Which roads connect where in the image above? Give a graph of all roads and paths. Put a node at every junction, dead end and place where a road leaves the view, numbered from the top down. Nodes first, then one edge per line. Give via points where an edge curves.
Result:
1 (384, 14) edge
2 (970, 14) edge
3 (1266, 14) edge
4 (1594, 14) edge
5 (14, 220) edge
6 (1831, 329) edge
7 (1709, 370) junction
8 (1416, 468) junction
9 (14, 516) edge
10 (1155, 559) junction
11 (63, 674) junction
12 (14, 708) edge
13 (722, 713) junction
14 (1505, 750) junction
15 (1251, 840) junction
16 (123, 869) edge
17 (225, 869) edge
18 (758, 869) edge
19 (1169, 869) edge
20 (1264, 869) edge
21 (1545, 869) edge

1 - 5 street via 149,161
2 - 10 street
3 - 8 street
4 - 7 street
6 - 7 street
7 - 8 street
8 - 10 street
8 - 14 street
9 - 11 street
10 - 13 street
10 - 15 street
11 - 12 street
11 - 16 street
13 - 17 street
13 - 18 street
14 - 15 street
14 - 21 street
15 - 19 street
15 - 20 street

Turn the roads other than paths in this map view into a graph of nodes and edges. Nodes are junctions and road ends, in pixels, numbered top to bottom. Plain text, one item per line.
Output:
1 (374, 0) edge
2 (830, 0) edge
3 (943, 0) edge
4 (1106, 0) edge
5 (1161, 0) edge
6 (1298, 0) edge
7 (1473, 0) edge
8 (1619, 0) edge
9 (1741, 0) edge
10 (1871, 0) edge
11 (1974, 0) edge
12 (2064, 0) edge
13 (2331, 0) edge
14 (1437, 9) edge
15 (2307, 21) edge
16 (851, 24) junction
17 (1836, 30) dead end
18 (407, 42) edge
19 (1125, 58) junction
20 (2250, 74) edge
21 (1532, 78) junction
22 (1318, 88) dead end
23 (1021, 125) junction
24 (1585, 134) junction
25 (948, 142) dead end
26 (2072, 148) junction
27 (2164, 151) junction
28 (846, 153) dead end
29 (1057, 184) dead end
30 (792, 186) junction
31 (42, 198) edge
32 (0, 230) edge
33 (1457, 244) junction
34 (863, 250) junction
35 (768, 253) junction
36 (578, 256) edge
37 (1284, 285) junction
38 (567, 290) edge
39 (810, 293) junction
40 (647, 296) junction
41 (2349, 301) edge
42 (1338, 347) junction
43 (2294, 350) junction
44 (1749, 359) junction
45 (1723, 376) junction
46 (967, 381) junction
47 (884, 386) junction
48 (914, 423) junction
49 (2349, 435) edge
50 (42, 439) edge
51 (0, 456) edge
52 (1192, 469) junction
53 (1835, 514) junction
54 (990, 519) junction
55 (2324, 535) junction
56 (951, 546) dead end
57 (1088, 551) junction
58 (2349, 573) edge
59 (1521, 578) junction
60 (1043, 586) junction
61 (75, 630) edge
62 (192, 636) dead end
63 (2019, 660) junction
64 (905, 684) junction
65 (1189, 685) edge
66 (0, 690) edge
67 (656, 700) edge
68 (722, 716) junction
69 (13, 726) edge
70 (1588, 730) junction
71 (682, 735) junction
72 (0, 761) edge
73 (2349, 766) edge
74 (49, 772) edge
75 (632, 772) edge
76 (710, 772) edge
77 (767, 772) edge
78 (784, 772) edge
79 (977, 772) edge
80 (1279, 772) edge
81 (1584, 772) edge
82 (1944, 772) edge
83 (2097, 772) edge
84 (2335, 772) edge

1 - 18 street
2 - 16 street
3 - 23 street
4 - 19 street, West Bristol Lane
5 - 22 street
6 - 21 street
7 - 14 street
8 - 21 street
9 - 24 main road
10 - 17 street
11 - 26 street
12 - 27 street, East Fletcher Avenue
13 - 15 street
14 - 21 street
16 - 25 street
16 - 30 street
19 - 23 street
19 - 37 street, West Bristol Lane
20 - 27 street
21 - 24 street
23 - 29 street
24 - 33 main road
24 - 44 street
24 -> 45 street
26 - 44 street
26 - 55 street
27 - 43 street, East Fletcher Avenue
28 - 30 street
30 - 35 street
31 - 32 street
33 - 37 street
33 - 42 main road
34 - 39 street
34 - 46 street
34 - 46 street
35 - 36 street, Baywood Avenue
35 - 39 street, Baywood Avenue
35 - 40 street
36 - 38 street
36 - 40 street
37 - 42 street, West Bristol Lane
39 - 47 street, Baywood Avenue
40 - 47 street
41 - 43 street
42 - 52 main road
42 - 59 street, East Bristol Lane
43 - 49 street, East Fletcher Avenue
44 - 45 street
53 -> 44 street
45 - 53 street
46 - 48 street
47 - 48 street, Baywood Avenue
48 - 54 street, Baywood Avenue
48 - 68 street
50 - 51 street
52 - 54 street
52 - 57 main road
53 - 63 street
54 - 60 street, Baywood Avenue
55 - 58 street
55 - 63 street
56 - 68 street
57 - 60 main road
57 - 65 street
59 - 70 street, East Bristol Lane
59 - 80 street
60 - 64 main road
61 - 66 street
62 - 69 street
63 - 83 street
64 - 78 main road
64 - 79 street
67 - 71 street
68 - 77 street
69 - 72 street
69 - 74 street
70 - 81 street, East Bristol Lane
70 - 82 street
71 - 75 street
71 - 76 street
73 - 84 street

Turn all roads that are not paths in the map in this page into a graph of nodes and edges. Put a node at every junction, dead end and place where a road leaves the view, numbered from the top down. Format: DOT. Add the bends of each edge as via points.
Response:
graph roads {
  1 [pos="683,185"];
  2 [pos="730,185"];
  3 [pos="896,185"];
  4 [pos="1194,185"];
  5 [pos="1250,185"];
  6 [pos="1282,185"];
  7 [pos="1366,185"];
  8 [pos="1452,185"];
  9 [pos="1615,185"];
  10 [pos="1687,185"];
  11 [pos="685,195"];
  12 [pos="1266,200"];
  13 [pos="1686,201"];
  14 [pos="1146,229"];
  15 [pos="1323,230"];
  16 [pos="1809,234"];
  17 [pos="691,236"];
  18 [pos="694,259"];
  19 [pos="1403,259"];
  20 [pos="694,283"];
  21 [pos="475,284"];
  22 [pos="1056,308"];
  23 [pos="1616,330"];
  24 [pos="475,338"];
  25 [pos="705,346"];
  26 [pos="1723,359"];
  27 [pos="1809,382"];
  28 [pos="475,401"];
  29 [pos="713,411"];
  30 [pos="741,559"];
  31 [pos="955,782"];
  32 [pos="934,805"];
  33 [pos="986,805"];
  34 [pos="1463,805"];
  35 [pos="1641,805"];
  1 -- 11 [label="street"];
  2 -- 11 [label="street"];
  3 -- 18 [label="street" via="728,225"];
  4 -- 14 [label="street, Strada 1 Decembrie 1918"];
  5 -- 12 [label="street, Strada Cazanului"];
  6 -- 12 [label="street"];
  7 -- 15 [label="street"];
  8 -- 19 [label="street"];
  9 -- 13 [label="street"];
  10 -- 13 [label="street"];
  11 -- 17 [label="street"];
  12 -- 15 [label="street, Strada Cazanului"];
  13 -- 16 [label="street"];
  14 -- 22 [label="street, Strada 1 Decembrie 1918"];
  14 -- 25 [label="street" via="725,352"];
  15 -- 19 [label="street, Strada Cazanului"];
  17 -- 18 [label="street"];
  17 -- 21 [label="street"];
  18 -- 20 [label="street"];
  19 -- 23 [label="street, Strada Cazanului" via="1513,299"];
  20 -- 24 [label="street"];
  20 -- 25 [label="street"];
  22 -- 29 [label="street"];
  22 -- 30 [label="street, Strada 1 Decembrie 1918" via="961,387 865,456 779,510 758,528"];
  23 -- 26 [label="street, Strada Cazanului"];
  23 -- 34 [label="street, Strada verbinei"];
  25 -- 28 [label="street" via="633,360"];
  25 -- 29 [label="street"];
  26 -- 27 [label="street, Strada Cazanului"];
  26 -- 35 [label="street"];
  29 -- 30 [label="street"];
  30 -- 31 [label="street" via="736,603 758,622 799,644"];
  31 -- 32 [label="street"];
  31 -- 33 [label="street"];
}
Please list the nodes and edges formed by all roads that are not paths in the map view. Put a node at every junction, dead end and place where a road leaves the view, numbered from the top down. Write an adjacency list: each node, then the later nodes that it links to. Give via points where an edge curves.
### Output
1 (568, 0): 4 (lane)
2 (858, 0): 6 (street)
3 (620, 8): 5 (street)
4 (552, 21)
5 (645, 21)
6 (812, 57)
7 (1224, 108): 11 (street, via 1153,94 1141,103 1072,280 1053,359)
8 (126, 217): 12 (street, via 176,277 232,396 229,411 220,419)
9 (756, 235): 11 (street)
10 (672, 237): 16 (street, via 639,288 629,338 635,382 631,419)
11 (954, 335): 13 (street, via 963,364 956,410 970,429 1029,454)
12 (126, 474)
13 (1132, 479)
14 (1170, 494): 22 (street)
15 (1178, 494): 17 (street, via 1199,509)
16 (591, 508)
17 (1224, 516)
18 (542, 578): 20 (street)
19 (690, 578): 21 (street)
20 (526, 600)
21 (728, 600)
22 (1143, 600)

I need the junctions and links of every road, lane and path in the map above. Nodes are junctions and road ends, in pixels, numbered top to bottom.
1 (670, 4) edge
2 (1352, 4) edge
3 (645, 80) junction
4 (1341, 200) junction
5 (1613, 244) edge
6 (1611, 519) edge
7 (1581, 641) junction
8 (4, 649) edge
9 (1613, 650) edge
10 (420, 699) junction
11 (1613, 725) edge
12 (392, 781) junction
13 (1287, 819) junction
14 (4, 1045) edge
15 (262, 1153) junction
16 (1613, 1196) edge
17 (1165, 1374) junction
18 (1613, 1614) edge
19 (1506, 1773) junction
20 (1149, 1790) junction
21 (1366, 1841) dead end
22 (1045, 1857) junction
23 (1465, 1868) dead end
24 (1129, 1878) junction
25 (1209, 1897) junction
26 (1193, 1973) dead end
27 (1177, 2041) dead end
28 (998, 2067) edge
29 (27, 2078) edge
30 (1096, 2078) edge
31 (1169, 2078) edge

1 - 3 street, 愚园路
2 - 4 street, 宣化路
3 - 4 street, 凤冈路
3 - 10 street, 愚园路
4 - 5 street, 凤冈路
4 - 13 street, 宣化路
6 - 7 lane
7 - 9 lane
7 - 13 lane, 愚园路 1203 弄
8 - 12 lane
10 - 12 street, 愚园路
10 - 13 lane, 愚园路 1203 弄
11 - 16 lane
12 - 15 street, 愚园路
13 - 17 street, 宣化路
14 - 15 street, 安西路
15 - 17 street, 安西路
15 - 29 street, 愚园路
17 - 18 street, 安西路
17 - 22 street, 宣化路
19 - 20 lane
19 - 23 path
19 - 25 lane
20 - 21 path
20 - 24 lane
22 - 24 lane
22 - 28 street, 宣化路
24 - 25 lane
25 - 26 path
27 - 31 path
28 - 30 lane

*Exercise requirements*. Give back exactly the material above from its opening line to the line bearing "Turn the roads".

*Final answer*.
Which roads connect where in the image above? Give a graph of all roads and paths. Put a node at every junction, dead end and place where a road leaves the view, numbered from the top down. Nodes first, then one edge per line. Give via points where an edge curves.
Result:
1 (384, 14) edge
2 (970, 14) edge
3 (1266, 14) edge
4 (1594, 14) edge
5 (14, 220) edge
6 (1831, 329) edge
7 (1709, 370) junction
8 (1416, 468) junction
9 (14, 516) edge
10 (1155, 559) junction
11 (63, 674) junction
12 (14, 708) edge
13 (722, 713) junction
14 (1505, 750) junction
15 (1251, 840) junction
16 (123, 869) edge
17 (225, 869) edge
18 (758, 869) edge
19 (1169, 869) edge
20 (1264, 869) edge
21 (1545, 869) edge

1 - 5 street via 149,161
2 - 10 street
3 - 8 street
4 - 7 street
6 - 7 street
7 - 8 street
8 - 10 street
8 - 14 street
9 - 11 street
10 - 13 street
10 - 15 street
11 - 12 street
11 - 16 street
13 - 17 street
13 - 18 street
14 - 15 street
14 - 21 street
15 - 19 street
15 - 20 street

Turn the roads other than paths in this map view into a graph of nodes and edges. Nodes are junctions and road ends, in pixels, numbered top to bottom. Plain text, one item per line.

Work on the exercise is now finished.